Livestream der Staatsoper: Der Applaus des vollen Hauses wird sehr vermisst
München - Zwei junge Frauen und zwei feine Herren in Abendgarderobe bewegen sich dekorativ in einem minimalistischen Bühnenbild und singen, vom Cembalisten Chad Kelly sachte dirigiert, beste Barockmusik von Henry Purcell und Claudio Monteverdi. Man versteht zwar nicht so recht, wer wann wen anspielt, und wenn man auf dem heimischen Computerbildschirm die Untertitel nicht eingeschaltet hat, auch nicht warum.
Macht nichts: Das alles ist nicht nur wunderschön anzusehen und anzuhören, sondern rundet sich auch ohne Handlung zu einem großen Ganzen.
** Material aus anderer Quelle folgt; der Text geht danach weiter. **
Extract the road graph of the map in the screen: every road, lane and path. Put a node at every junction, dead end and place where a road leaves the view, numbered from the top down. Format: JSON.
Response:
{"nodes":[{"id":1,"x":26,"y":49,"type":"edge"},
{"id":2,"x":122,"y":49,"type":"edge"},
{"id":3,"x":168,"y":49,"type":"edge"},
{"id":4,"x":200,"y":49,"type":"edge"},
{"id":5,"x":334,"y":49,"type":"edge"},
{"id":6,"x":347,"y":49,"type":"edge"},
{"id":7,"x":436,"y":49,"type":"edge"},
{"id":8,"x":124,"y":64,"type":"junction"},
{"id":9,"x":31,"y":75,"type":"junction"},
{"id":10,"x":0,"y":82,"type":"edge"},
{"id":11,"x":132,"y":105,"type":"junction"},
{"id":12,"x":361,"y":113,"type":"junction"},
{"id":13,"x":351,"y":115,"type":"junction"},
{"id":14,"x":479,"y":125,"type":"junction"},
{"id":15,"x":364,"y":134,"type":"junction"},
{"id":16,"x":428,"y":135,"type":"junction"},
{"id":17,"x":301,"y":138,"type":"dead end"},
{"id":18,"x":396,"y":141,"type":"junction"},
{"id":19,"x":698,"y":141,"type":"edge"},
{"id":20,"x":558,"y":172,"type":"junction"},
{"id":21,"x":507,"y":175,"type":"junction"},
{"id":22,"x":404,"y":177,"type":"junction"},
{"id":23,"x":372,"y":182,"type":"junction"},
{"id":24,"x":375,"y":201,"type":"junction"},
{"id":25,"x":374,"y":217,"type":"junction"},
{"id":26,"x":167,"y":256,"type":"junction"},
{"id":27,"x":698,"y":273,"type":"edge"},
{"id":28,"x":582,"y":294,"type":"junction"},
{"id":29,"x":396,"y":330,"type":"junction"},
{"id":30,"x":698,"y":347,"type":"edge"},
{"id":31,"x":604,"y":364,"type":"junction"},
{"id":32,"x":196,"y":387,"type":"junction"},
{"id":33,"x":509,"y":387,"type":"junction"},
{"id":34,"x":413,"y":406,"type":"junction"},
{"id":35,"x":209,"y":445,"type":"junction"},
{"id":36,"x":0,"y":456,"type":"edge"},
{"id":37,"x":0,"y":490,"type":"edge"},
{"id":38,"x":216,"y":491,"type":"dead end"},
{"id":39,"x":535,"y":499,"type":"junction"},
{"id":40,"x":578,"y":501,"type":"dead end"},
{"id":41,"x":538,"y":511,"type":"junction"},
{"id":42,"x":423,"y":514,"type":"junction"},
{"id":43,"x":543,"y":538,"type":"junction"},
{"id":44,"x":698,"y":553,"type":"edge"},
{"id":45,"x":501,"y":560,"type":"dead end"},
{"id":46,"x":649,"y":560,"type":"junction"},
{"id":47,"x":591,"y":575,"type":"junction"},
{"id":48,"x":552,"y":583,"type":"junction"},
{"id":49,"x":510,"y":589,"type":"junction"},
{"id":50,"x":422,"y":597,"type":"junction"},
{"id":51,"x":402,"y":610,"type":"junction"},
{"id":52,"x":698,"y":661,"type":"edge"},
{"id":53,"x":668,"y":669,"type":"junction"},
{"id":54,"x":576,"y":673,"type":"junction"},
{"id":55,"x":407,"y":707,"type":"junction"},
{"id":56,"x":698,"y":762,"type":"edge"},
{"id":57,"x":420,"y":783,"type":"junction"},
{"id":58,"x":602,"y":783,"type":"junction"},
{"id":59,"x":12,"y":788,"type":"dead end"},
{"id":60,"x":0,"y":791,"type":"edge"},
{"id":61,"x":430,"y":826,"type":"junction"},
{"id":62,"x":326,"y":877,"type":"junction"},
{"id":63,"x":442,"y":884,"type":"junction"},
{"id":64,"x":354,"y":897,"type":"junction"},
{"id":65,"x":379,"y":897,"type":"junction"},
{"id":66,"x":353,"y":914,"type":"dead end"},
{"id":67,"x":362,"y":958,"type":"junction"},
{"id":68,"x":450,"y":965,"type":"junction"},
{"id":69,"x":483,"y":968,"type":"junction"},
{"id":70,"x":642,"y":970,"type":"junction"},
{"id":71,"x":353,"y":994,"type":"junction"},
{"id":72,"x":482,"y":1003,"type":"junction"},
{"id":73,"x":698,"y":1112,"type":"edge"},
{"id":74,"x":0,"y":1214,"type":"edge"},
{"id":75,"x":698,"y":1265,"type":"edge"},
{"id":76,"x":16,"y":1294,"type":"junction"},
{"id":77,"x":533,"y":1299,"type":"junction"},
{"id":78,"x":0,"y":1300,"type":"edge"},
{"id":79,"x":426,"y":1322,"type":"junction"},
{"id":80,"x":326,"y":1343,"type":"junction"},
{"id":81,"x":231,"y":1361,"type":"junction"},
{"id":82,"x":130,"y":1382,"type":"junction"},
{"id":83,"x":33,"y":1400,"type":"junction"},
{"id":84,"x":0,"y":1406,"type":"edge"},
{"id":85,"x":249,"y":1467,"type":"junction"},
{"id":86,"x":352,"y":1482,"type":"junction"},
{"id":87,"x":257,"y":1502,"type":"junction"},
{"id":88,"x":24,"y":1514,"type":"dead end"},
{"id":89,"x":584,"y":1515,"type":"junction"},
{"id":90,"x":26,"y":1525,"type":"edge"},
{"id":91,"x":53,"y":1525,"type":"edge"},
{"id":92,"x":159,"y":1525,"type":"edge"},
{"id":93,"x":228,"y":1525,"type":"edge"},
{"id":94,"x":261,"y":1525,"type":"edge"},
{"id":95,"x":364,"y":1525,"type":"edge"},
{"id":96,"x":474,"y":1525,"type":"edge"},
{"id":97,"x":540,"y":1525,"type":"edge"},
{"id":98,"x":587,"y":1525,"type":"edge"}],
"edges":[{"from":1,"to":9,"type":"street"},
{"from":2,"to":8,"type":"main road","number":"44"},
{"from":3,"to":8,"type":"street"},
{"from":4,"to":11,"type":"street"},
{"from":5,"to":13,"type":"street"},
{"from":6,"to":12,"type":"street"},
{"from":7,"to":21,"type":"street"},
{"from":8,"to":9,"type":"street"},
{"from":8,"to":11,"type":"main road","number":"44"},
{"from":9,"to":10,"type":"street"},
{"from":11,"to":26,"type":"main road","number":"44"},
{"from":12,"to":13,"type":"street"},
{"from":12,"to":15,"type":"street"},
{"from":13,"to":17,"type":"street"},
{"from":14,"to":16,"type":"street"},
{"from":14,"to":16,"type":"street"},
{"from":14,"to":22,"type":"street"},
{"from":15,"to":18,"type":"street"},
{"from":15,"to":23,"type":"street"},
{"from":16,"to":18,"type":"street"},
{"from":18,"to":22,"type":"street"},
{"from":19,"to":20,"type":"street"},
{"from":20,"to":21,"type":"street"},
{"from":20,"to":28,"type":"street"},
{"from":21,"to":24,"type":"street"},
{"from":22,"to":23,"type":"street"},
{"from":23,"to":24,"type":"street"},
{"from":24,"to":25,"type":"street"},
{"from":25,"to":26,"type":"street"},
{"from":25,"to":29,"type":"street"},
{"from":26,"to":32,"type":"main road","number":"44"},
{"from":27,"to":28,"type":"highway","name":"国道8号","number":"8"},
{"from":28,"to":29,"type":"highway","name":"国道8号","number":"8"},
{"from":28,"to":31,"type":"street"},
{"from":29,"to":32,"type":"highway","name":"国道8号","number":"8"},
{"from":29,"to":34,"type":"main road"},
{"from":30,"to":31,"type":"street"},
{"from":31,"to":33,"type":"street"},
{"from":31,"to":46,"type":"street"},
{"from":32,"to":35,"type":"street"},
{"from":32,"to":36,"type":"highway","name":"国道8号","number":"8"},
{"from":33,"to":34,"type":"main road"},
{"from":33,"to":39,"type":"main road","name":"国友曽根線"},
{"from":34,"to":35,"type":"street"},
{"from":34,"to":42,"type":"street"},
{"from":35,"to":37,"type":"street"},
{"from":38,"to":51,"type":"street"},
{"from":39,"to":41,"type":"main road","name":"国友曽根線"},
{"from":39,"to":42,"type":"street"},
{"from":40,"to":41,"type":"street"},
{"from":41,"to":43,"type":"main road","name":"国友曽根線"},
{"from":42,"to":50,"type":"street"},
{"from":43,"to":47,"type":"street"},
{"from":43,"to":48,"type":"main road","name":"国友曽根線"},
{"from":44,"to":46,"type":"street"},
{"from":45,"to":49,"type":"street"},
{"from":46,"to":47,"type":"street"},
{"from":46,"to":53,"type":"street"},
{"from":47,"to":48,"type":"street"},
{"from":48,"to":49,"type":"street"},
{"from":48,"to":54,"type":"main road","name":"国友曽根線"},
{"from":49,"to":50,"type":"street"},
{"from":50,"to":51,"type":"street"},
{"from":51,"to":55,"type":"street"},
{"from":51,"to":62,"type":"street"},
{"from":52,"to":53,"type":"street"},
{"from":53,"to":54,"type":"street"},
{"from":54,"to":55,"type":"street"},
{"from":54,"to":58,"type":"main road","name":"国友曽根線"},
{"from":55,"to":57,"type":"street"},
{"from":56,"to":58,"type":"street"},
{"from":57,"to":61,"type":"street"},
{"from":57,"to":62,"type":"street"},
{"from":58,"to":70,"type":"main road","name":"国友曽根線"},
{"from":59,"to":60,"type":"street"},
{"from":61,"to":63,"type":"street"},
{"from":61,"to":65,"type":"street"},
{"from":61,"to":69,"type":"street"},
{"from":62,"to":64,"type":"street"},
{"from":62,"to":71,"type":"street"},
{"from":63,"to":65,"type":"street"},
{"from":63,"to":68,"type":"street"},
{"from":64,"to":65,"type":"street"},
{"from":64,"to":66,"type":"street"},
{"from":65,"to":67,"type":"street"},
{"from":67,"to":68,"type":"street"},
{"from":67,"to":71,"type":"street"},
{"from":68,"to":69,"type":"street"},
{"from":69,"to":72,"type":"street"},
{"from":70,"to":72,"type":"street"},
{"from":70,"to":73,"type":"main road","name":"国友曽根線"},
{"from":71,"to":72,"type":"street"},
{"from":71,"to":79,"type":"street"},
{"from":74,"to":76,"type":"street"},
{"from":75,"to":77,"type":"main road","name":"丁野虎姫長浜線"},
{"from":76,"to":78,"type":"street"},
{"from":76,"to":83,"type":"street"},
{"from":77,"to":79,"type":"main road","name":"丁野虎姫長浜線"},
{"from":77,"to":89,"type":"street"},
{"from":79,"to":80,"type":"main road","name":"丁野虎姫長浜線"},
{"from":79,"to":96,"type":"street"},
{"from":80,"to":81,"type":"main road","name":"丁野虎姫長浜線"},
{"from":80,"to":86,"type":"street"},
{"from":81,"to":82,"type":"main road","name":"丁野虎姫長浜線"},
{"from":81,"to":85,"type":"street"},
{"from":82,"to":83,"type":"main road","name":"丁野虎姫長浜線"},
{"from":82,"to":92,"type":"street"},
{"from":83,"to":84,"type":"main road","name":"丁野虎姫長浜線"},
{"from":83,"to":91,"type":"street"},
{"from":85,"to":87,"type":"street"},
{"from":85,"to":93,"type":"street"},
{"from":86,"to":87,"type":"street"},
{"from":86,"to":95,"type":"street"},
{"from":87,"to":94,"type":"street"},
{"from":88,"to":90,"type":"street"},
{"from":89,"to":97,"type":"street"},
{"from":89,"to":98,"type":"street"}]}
Am Anfang und am Ende stehen Szenen aus "The Fairy Queen" und "King Arthur" von Henry Purcell, die das Ballett "Il Ballo delle Ingrate" aus dem achten Madrigalbuch von Claudio Monteverdi einfassen wie einen Edelstein.
Echtes, fein aufeinander abgestimmtes Ensemble
So ein englisch-italienisches Best-of könnte sich schnell anfühlen wie ein Flickenteppich. Doch genau der wird hier nicht zusammengestückt, weil die vier Sänger bei aller Individualität doch ein echtes, fein aufeinander abgestimmtes Ensemble bilden. Alle haben sinnlich weiche Stimmen, alle können sie diese spannungsvoll führen. Deshalb ist es bei diesem Programm besonders bedauerlich, dass man es nicht direkt im Nationaltheater erleben kann, sondern auf die Übertragung per Live-Stream angewiesen ist.
Caspar Singhs Tenor erblüht in Purcells Werken zu heller Pracht
Denn selbst mit guten Kopfhörern kann man den immensen Modulationsreichtum von Emily Pogorelc und Corinna Scheurle nicht in seiner ganzen Fülle wahrnehmen. Die Sopranistin und die Mezzosopranistin können nicht nur ätherisch hauchen, sondern ihre Ariosi auch mit libidinösem Reiz aufladen. Bei Caspar Singh merkt man, dass sein geschmeidiger Tenor für den Part von Monteverdis Amore eigentlich zu hoch liegt, doch in Purcells Werken erblüht er zu heller Pracht.
Martin Snell grundiert das Ensemble nicht nur mit seinem stark gefärbten Organ, er bibbert auch gebührend im sogenannten "Cold Song" aus Purcells "King Arthur" und hat die supertiefen Töne für die Bass-Partie des Pluto, der in Monteverdis Ballett seltenerweise einmal die Hauptrolle spielt.
Dirigent Chad Kelly lässt den Sängern alle Freiheiten
Gerne hätte man im Saal näher verfolgt, wie umstandslos sich die Solisten des Bayerischen Staatsorchesters in ein Barockensemble verwandeln können, mit stilecht improvisierenden Streichern und Naturtrompeten, die ihre Töne nicht quetschen, sondern sauber strahlen lassen. Als am Cembalo mitspielender Dirigent macht Chad Kelly alles richtig: Er lässt den Sängern alle Freiheiten und tänzelt ansonsten einfach animierend mit. Nie hat man tosenden Applaus so vermisst wie nach diesem hinreißenden Programm, das hoffentlich dereinst einmal in einer voll besetzten Staatsoper wiederholt wird - sobald die Pandemie bewältigt ist.
Auf www.staatsoper.tv ist das Video für 30 Tage kostenpflichtig abrufbar.